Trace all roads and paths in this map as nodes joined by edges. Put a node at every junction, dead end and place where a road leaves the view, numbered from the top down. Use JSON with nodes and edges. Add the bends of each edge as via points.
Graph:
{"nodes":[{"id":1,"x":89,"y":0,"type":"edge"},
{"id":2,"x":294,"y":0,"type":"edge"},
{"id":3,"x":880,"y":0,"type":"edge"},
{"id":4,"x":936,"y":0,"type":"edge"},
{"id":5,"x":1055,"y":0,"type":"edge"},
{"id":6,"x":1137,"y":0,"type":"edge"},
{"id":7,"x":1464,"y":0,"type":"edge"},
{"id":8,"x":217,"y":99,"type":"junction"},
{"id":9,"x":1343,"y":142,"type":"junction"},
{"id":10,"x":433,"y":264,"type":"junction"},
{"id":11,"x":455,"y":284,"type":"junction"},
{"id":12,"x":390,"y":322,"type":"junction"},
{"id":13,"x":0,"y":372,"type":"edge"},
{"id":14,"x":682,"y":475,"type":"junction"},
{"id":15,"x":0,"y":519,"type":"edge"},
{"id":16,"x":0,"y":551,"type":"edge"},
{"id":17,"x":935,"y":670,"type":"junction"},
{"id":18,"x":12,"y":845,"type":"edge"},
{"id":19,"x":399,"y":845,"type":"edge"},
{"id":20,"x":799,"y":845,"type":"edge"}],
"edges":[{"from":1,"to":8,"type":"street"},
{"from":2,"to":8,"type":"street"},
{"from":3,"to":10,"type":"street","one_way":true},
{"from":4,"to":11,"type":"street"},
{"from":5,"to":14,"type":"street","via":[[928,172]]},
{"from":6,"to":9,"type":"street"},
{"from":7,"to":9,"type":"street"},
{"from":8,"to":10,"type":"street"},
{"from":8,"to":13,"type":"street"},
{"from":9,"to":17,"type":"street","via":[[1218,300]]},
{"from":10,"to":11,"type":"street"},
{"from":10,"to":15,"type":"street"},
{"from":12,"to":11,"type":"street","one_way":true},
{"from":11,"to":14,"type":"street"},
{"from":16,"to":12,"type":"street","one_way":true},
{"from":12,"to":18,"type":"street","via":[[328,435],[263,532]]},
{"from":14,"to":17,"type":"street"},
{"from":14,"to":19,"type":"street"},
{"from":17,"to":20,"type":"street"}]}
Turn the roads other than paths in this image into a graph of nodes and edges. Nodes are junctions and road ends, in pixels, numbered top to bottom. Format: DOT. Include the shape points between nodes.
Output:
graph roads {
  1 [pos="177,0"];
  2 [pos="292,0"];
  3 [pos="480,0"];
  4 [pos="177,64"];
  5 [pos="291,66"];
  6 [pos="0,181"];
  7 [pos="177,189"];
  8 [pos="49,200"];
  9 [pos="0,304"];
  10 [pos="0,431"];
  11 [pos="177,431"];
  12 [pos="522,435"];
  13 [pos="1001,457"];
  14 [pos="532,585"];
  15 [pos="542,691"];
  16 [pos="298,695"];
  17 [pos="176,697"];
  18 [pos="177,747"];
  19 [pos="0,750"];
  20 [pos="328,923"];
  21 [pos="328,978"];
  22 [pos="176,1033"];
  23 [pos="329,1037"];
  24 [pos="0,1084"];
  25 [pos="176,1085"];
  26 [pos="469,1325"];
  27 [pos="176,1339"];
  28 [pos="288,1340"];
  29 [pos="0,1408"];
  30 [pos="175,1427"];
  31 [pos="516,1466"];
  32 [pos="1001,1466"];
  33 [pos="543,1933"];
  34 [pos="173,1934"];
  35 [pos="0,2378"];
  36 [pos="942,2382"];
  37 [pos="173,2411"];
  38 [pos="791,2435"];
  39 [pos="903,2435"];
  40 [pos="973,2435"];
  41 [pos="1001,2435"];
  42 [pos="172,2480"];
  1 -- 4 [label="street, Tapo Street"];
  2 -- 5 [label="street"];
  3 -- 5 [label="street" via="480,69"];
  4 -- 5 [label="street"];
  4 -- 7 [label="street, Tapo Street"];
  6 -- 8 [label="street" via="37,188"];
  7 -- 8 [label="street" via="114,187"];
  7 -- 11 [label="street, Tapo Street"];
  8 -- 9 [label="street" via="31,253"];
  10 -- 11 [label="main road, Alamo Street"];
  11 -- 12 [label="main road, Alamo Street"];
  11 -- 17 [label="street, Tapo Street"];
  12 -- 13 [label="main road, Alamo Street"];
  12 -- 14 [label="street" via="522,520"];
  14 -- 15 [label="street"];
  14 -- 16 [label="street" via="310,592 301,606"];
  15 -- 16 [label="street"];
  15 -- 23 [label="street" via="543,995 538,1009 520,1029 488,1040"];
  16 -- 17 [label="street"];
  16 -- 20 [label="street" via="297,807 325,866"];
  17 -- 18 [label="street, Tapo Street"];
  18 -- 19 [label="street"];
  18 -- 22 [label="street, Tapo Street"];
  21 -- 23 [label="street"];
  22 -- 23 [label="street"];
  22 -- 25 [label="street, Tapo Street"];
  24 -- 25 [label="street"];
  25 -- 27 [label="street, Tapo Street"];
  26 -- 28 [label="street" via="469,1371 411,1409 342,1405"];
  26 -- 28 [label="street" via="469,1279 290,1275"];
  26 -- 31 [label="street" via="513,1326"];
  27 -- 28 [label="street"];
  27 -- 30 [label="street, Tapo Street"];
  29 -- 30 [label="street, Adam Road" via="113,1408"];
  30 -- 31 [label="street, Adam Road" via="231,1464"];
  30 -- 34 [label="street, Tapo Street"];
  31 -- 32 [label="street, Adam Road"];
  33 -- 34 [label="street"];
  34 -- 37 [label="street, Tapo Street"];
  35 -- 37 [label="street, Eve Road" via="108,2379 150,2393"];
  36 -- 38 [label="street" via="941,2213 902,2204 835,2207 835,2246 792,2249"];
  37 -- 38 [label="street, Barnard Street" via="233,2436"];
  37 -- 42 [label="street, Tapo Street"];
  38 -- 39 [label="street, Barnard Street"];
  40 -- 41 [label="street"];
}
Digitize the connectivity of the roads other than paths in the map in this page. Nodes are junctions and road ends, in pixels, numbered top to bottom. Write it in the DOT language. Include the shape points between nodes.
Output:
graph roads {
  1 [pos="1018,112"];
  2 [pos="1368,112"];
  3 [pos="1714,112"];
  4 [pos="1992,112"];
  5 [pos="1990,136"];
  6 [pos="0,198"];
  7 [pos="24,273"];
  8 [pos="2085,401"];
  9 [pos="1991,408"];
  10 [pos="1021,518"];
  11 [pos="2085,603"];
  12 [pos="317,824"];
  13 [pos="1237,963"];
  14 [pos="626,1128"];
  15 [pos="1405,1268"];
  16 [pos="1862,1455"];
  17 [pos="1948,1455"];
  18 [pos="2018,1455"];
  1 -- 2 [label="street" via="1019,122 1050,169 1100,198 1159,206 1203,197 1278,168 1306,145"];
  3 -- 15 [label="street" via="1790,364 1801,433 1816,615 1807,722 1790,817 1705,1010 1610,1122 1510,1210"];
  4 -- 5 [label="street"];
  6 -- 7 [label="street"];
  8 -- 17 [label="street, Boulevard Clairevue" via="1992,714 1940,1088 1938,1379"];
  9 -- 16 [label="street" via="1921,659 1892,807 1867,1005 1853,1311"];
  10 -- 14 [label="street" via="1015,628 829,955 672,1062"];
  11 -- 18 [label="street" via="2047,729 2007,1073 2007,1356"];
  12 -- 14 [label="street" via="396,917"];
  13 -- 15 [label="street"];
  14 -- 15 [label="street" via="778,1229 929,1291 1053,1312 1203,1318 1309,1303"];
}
::::
(Task to carry out):
Retype all the material exactly, missing nothing.

(Result below):
Trace all roads and paths in this map as nodes joined by edges. Put a node at every junction, dead end and place where a road leaves the view, numbered from the top down. Use JSON with nodes and edges. Add the bends of each edge as via points.
Graph:
{"nodes":[{"id":1,"x":89,"y":0,"type":"edge"},
{"id":2,"x":294,"y":0,"type":"edge"},
{"id":3,"x":880,"y":0,"type":"edge"},
{"id":4,"x":936,"y":0,"type":"edge"},
{"id":5,"x":1055,"y":0,"type":"edge"},
{"id":6,"x":1137,"y":0,"type":"edge"},
{"id":7,"x":1464,"y":0,"type":"edge"},
{"id":8,"x":217,"y":99,"type":"junction"},
{"id":9,"x":1343,"y":142,"type":"junction"},
{"id":10,"x":433,"y":264,"type":"junction"},
{"id":11,"x":455,"y":284,"type":"junction"},
{"id":12,"x":390,"y":322,"type":"junction"},
{"id":13,"x":0,"y":372,"type":"edge"},
{"id":14,"x":682,"y":475,"type":"junction"},
{"id":15,"x":0,"y":519,"type":"edge"},
{"id":16,"x":0,"y":551,"type":"edge"},
{"id":17,"x":935,"y":670,"type":"junction"},
{"id":18,"x":12,"y":845,"type":"edge"},
{"id":19,"x":399,"y":845,"type":"edge"},
{"id":20,"x":799,"y":845,"type":"edge"}],
"edges":[{"from":1,"to":8,"type":"street"},
{"from":2,"to":8,"type":"street"},
{"from":3,"to":10,"type":"street","one_way":true},
{"from":4,"to":11,"type":"street"},
{"from":5,"to":14,"type":"street","via":[[928,172]]},
{"from":6,"to":9,"type":"street"},
{"from":7,"to":9,"type":"street"},
{"from":8,"to":10,"type":"street"},
{"from":8,"to":13,"type":"street"},
{"from":9,"to":17,"type":"street","via":[[1218,300]]},
{"from":10,"to":11,"type":"street"},
{"from":10,"to":15,"type":"street"},
{"from":12,"to":11,"type":"street","one_way":true},
{"from":11,"to":14,"type":"street"},
{"from":16,"to":12,"type":"street","one_way":true},
{"from":12,"to":18,"type":"street","via":[[328,435],[263,532]]},
{"from":14,"to":17,"type":"street"},
{"from":14,"to":19,"type":"street"},
{"from":17,"to":20,"type":"street"}]}
Turn the roads other than paths in this image into a graph of nodes and edges. Nodes are junctions and road ends, in pixels, numbered top to bottom. Format: DOT. Include the shape points between nodes.
Output:
graph roads {
  1 [pos="177,0"];
  2 [pos="292,0"];
  3 [pos="480,0"];
  4 [pos="177,64"];
  5 [pos="291,66"];
  6 [pos="0,181"];
  7 [pos="177,189"];
  8 [pos="49,200"];
  9 [pos="0,304"];
  10 [pos="0,431"];
  11 [pos="177,431"];
  12 [pos="522,435"];
  13 [pos="1001,457"];
  14 [pos="532,585"];
  15 [pos="542,691"];
  16 [pos="298,695"];
  17 [pos="176,697"];
  18 [pos="177,747"];
  19 [pos="0,750"];
  20 [pos="328,923"];
  21 [pos="328,978"];
  22 [pos="176,1033"];
  23 [pos="329,1037"];
  24 [pos="0,1084"];
  25 [pos="176,1085"];
  26 [pos="469,1325"];
  27 [pos="176,1339"];
  28 [pos="288,1340"];
  29 [pos="0,1408"];
  30 [pos="175,1427"];
  31 [pos="516,1466"];
  32 [pos="1001,1466"];
  33 [pos="543,1933"];
  34 [pos="173,1934"];
  35 [pos="0,2378"];
  36 [pos="942,2382"];
  37 [pos="173,2411"];
  38 [pos="791,2435"];
  39 [pos="903,2435"];
  40 [pos="973,2435"];
  41 [pos="1001,2435"];
  42 [pos="172,2480"];
  1 -- 4 [label="street, Tapo Street"];
  2 -- 5 [label="street"];
  3 -- 5 [label="street" via="480,69"];
  4 -- 5 [label="street"];
  4 -- 7 [label="street, Tapo Street"];
  6 -- 8 [label="street" via="37,188"];
  7 -- 8 [label="street" via="114,187"];
  7 -- 11 [label="street, Tapo Street"];
  8 -- 9 [label="street" via="31,253"];
  10 -- 11 [label="main road, Alamo Street"];
  11 -- 12 [label="main road, Alamo Street"];
  11 -- 17 [label="street, Tapo Street"];
  12 -- 13 [label="main road, Alamo Street"];
  12 -- 14 [label="street" via="522,520"];
  14 -- 15 [label="street"];
  14 -- 16 [label="street" via="310,592 301,606"];
  15 -- 16 [label="street"];
  15 -- 23 [label="street" via="543,995 538,1009 520,1029 488,1040"];
  16 -- 17 [label="street"];
  16 -- 20 [label="street" via="297,807 325,866"];
  17 -- 18 [label="street, Tapo Street"];
  18 -- 19 [label="street"];
  18 -- 22 [label="street, Tapo Street"];
  21 -- 23 [label="street"];
  22 -- 23 [label="street"];
  22 -- 25 [label="street, Tapo Street"];
  24 -- 25 [label="street"];
  25 -- 27 [label="street, Tapo Street"];
  26 -- 28 [label="street" via="469,1371 411,1409 342,1405"];
  26 -- 28 [label="street" via="469,1279 290,1275"];
  26 -- 31 [label="street" via="513,1326"];
  27 -- 28 [label="street"];
  27 -- 30 [label="street, Tapo Street"];
  29 -- 30 [label="street, Adam Road" via="113,1408"];
  30 -- 31 [label="street, Adam Road" via="231,1464"];
  30 -- 34 [label="street, Tapo Street"];
  31 -- 32 [label="street, Adam Road"];
  33 -- 34 [label="street"];
  34 -- 37 [label="street, Tapo Street"];
  35 -- 37 [label="street, Eve Road" via="108,2379 150,2393"];
  36 -- 38 [label="street" via="941,2213 902,2204 835,2207 835,2246 792,2249"];
  37 -- 38 [label="street, Barnard Street" via="233,2436"];
  37 -- 42 [label="street, Tapo Street"];
  38 -- 39 [label="street, Barnard Street"];
  40 -- 41 [label="street"];
}
Digitize the connectivity of the roads other than paths in the map in this page. Nodes are junctions and road ends, in pixels, numbered top to bottom. Write it in the DOT language. Include the shape points between nodes.
Output:
graph roads {
  1 [pos="1018,112"];
  2 [pos="1368,112"];
  3 [pos="1714,112"];
  4 [pos="1992,112"];
  5 [pos="1990,136"];
  6 [pos="0,198"];
  7 [pos="24,273"];
  8 [pos="2085,401"];
  9 [pos="1991,408"];
  10 [pos="1021,518"];
  11 [pos="2085,603"];
  12 [pos="317,824"];
  13 [pos="1237,963"];
  14 [pos="626,1128"];
  15 [pos="1405,1268"];
  16 [pos="1862,1455"];
  17 [pos="1948,1455"];
  18 [pos="2018,1455"];
  1 -- 2 [label="street" via="1019,122 1050,169 1100,198 1159,206 1203,197 1278,168 1306,145"];
  3 -- 15 [label="street" via="1790,364 1801,433 1816,615 1807,722 1790,817 1705,1010 1610,1122 1510,1210"];
  4 -- 5 [label="street"];
  6 -- 7 [label="street"];
  8 -- 17 [label="street, Boulevard Clairevue" via="1992,714 1940,1088 1938,1379"];
  9 -- 16 [label="street" via="1921,659 1892,807 1867,1005 1853,1311"];
  10 -- 14 [label="street" via="1015,628 829,955 672,1062"];
  11 -- 18 [label="street" via="2047,729 2007,1073 2007,1356"];
  12 -- 14 [label="street" via="396,917"];
  13 -- 15 [label="street"];
  14 -- 15 [label="street" via="778,1229 929,1291 1053,1312 1203,1318 1309,1303"];
}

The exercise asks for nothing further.